***: Koshja has joined #arpnetworks
Koshi has quit IRC (Ping timeout: 250 seconds)
Koshja has quit IRC (Quit: Leaving)
ziyourenxiang has quit IRC (Quit: Leaving)
_iwc has quit IRC (K-Lined)
dne has quit IRC (Remote host closed the connection)
dne has joined #arpnetworks
BryceBot has quit IRC (Ping timeout: 256 seconds)
brycec has quit IRC (Ping timeout: 260 seconds)
Lucifer333 has joined #arpnetworks
BryceBot has joined #arpnetworks
brycec has joined #arpnetworks
BryceBot has quit IRC (Ping timeout: 260 seconds)
brycec has quit IRC (Ping timeout: 268 seconds)
KILLALLHUMANS01: ^ grrrr
sjackso: bad times in bryce land?
KILLALLHUMANS01: Yes.
VPS seems to be having some issues with its underlying storage . Or that's my hypothesis.
Load average suddenly spiked (over 100) and eventually it went "dead"
Now it's sortof up (haven't rebooted yet, would rather not), kindof responding on the VNC terminal
Actually I think it's very slowly rebooting (from when I accidentally clicked the "Send CtrlAltDel" button thinking it was the "Send key sequence..." menu I'm familiar with in other VM stuff)
Yep, exactly what I did. Well damn. Was hoping I could "recover" it.
***: BryceBot has joined #arpnetworks
mercutio: usually if load average spikes heaps it's due to lots of swapping
***: brycec has joined #arpnetworks
KILLALLHUMANS01: mercutio: Indeed there appears to have been a bunch of swapping that began to happen around the time, from the spotty information I have.
And if swapping isn't keeping up or worse is blocking then it all goes to shit.
mercutio: on desktop's i would normally be lead to believe it was chrome's fault
well swap by definition blocks :)
brycec: (Right but I meant blocks and never returns...)
mercutio: oh right
did you get a process list?
you might be able to figure out what was causing it from that
brycec: Remarkably yes, as things sorted themselves out on the [accidental] shutdown, my top refreshed
mercutio: haha
brycec: Unfortunately, it says *everybody* was swapping.
Because they were.
Because it was 2+ hours since it started.
mercutio: was anything using lots of ram?
brycec: Just the daily backup job which has $never caused this before
but other variables may be at play.
mercutio: it may be lots of apache processes or such
none using that much on their own
but just with lots of them adding up...
brycec: LOL Apache...
mercutio: although i suspect you may not use apache :)

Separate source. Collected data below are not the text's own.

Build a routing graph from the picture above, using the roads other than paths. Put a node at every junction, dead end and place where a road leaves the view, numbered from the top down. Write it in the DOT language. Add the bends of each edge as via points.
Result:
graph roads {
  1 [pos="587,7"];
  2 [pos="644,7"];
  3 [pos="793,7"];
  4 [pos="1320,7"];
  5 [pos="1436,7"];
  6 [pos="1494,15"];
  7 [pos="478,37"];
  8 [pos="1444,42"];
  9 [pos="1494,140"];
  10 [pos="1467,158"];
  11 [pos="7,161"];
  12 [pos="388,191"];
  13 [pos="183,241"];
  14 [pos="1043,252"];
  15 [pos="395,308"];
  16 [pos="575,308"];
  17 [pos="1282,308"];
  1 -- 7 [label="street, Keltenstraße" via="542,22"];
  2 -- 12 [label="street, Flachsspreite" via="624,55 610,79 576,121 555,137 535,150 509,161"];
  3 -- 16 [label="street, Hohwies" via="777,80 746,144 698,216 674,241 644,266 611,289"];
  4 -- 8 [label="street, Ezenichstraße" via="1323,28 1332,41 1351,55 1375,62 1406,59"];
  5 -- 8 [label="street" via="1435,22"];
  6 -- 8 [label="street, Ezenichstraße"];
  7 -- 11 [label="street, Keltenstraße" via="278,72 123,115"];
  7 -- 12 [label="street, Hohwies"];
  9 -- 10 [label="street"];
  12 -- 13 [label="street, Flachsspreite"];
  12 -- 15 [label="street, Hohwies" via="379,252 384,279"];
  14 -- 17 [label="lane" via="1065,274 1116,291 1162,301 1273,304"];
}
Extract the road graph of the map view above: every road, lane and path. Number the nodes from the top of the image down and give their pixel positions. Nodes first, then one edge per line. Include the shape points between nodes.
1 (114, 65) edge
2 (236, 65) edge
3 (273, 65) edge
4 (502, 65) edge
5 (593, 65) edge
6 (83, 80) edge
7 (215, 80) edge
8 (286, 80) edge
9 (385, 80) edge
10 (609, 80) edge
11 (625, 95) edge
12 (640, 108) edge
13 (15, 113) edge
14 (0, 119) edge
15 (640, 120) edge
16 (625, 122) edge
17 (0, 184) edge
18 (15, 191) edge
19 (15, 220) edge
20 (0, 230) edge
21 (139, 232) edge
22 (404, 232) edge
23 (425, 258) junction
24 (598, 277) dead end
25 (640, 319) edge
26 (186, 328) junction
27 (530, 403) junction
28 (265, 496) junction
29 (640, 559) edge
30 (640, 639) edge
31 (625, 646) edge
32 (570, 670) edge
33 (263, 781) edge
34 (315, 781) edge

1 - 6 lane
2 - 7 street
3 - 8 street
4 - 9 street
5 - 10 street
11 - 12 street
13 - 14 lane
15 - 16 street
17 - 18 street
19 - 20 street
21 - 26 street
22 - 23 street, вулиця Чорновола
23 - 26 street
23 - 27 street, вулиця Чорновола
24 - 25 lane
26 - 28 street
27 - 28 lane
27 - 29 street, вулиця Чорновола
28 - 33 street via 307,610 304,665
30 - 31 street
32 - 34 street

well apache seems to be one of the common examples for that behaviour.
brycec: Actually I do, but it's a single small instance for handling DAV traffic to a single private vhost.
Anyhow, from iotop: Actual DISK READ: 3.85 M/s | Actual DISK WRITE: 80.04 M/s
mercutio: that's decent speed for swap.
brycec: It's one of the newer nodes no less :)
kct03
mercutio: i gathered that
the old nodes wouldn't swap that quick..
brycec: haha, exactly
mercutio: but yeah it doesn't sound like it's disk performance issue so much as some kind of extra ram utilisation.
brycec: Indeed.
It swapped itself to death
Some sort of race condition or the like that caused it to swap harder and harder and harder, the OOM-killer never did a thing it seems :(
(oh this explains part of the load - it was time for the full, not incremental, backup)

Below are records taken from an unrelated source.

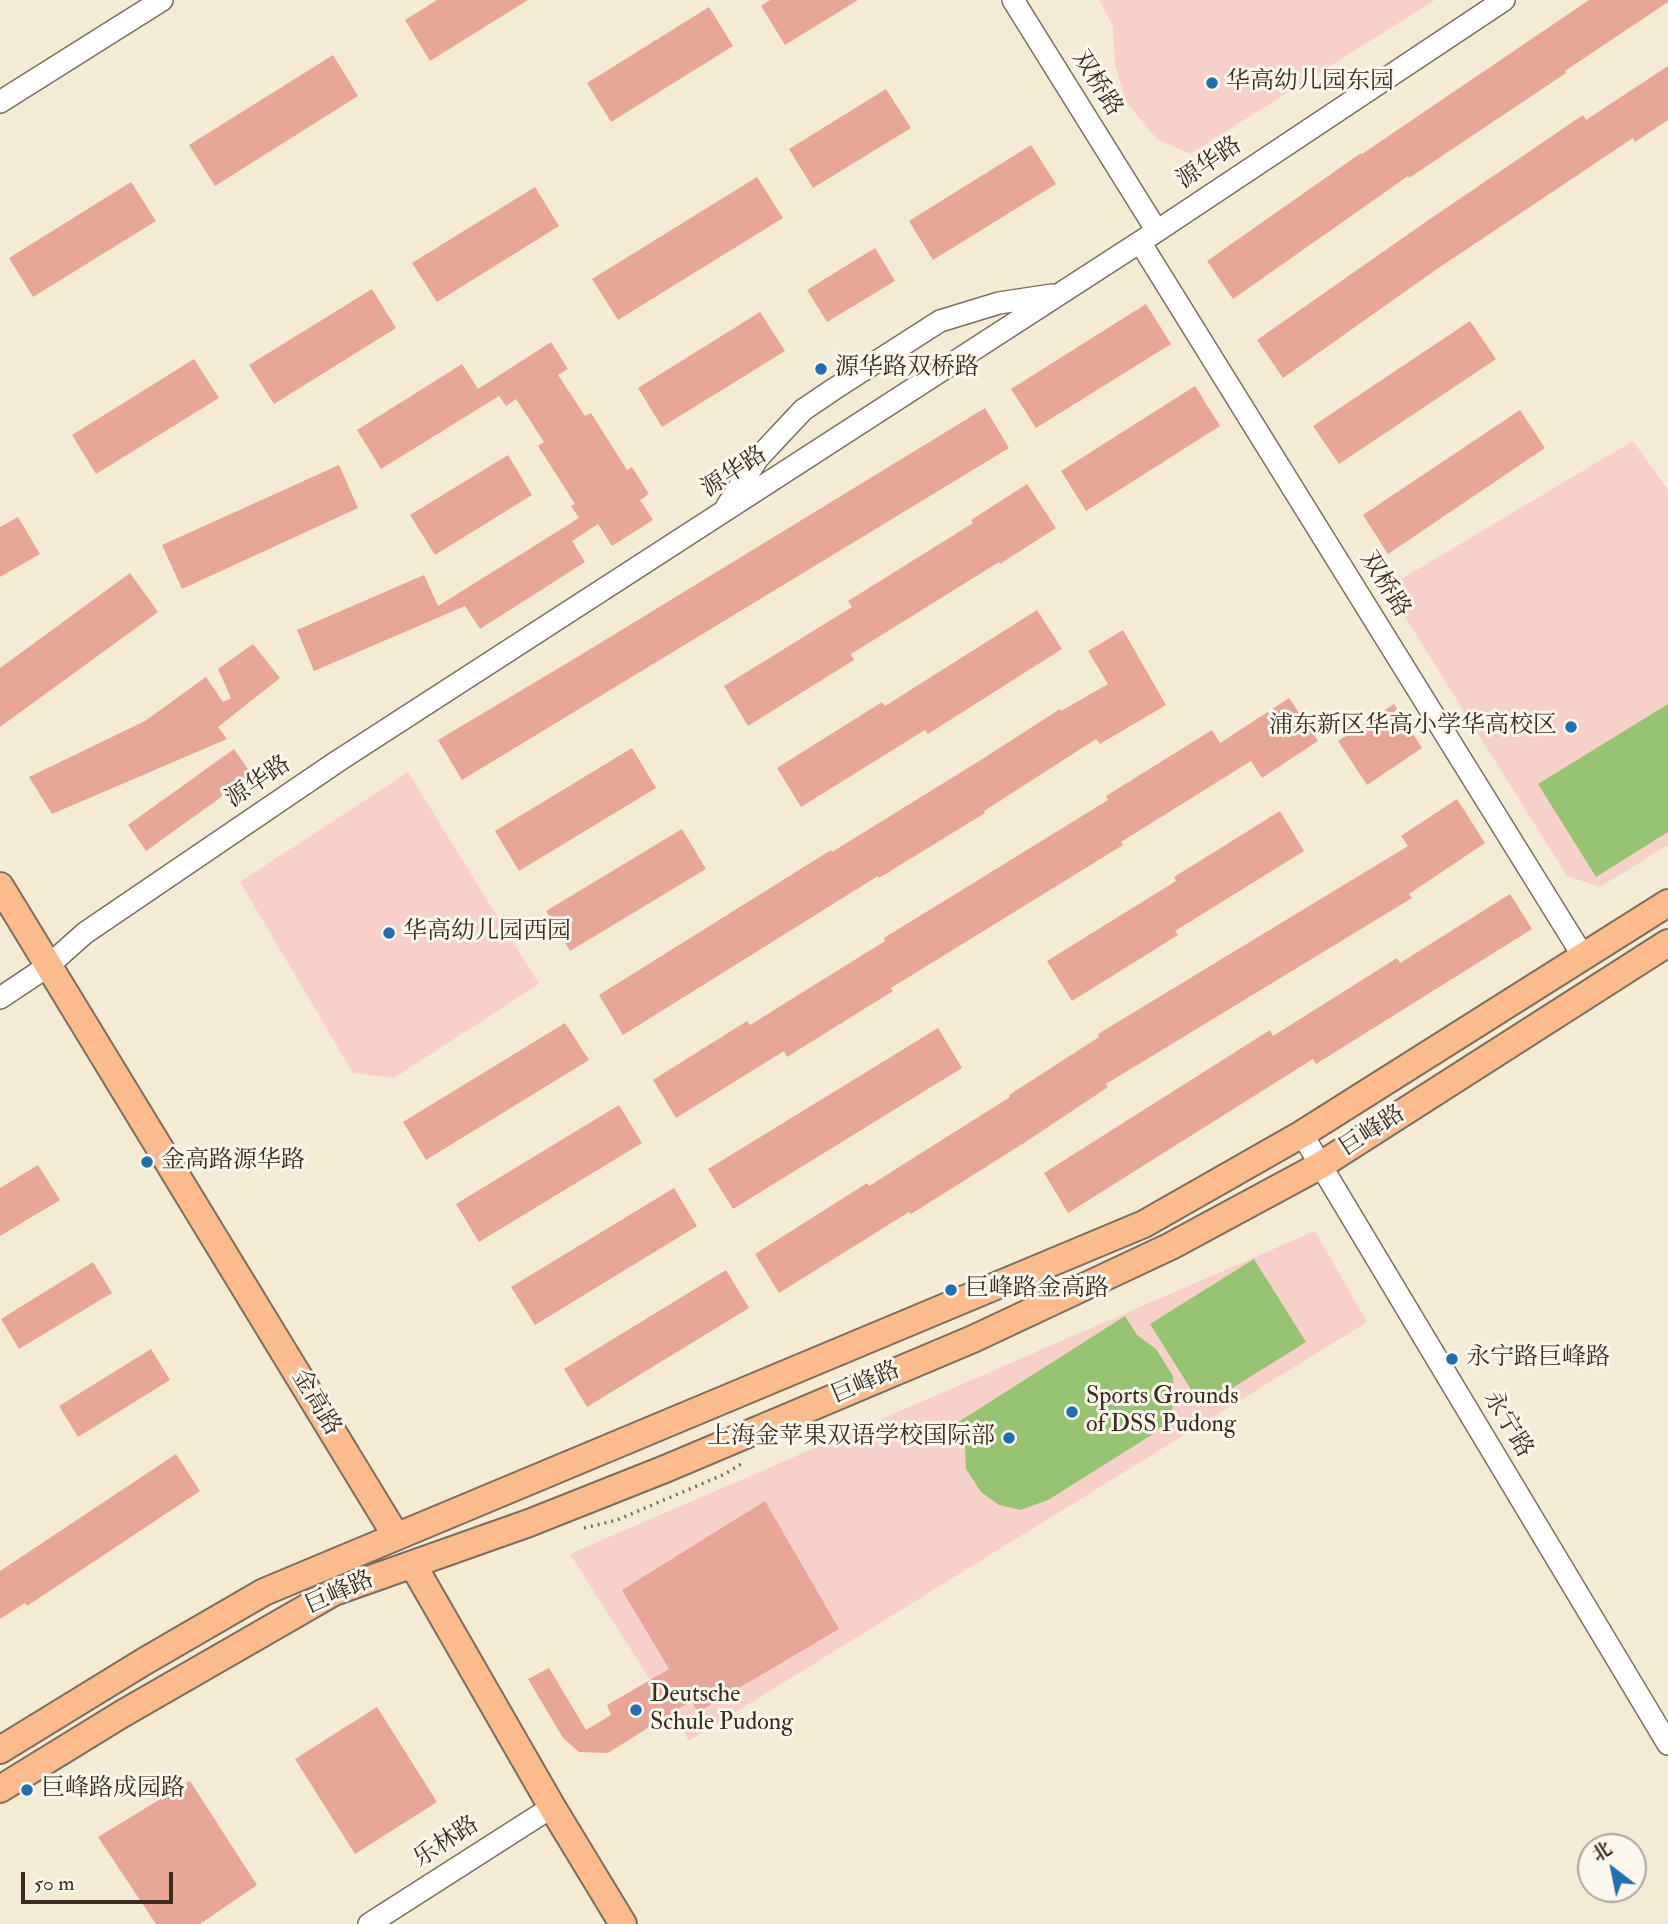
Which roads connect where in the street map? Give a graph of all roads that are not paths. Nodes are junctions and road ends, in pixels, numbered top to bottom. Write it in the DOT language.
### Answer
graph roads {
  1 [pos="162,0"];
  2 [pos="1013,0"];
  3 [pos="1504,0"];
  4 [pos="0,102"];
  5 [pos="1149,237"];
  6 [pos="1061,293"];
  7 [pos="723,512"];
  8 [pos="0,887"];
  9 [pos="1668,903"];
  10 [pos="1668,943"];
  11 [pos="1583,956"];
  12 [pos="48,966"];
  13 [pos="0,998"];
  14 [pos="1302,1134"];
  15 [pos="1321,1165"];
  16 [pos="396,1536"];
  17 [pos="413,1565"];
  18 [pos="1668,1744"];
  19 [pos="0,1750"];
  20 [pos="0,1789"];
  21 [pos="552,1807"];
  22 [pos="369,1924"];
  23 [pos="623,1924"];
  1 -- 4 [label="street"];
  2 -- 5 [label="street, 双桥路"];
  3 -- 5 [label="street, 源华路"];
  5 -- 6 [label="street, 源华路"];
  5 -- 11 [label="street, 双桥路"];
  6 -- 7 [label="street, 源华路"];
  6 -- 7 [label="street"];
  7 -- 12 [label="street, 源华路"];
  8 -- 12 [label="main road, 金高路"];
  9 -- 11 [label="main road, 巨峰路"];
  10 -- 15 [label="main road, 巨峰路"];
  11 -- 14 [label="main road, 巨峰路"];
  12 -- 13 [label="street, 源华路"];
  12 -- 16 [label="main road, 金高路"];
  14 -- 15 [label="street, 永宁路"];
  14 -- 16 [label="main road, 巨峰路"];
  15 -- 17 [label="main road, 巨峰路"];
  15 -- 18 [label="street, 永宁路"];
  16 -- 17 [label="street, 金高路"];
  16 -- 19 [label="main road, 巨峰路"];
  17 -- 20 [label="main road, 巨峰路"];
  17 -- 21 [label="main road, 金高路"];
  21 -- 22 [label="street, 乐林路"];
  21 -- 23 [label="main road, 金高路"];
}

mercutio: i hvae never had much luck with the oom killer
it often kills the wrong thing
and like apache is spwaning way too many processes that are bloating up
so it kills mysql
brycec: lol, whatever it takes to keep people from browsing your LAMP website right? :P
I wouldn't say I rely on OOM-killer, I was just surprised it didn't kick-in.
mercutio: tbh, i haven't had any exposure to the OOM killer in a long time.
-: brycec restarts the backup... let's see if it blows up again :)
***: BryceBot has quit IRC (Ping timeout: 240 seconds)
brycec has quit IRC (Ping timeout: 248 seconds)
KILLALLHUMANS01: There we go. Broke it again.
[ 8160.104100] INFO: task jbd2/dm-4-8:404 blocked for more than 120 seconds.
That's why I wonder if there are issues with the underlying storage... Or Linux. Or the host. Or some driver.
(Yes I slammed it with some relatively high load activity - copying from one large database to another, so big chunk of RAM getting used I imagine)
At present, it appears the kernel's waiting for data to get written to disk / filesystem writes to commit, and it's just blocking.
http://sprunge.us/PBgJ
JC_Denton: anyone here use mutt?
KILLALLHUMANS01: A bit in the past. I liked it, but I was never "great" at it.
JC_Denton: trying to run down an annoying bug. was hoping someone was using the latest with the integrated sidebar and running a mac client.
KILLALLHUMANS01: integrated sidebar? (the fact I have no idea what that is should give you an idea how minimal my experience has been)
JC_Denton: yeah, in 1.7 they merged in the popular sidebar patch
makes for a nice addition to the interface
KILLALLHUMANS01: Damn... Ended up having to hard power-off/on my VPS :(
***: BryceBot has joined #arpnetworks
brycec has joined #arpnetworks
ziyourenxiang has joined #arpnetworks
nathani: brycec: do you think something is up with the disks presented to kct0* hosts via ceph?
***: dne has quit IRC (Ping timeout: 260 seconds)
staticsafe has quit IRC (Ping timeout: 250 seconds)
staticsafe has joined #arpnetworks
dne has joined #arpnetworks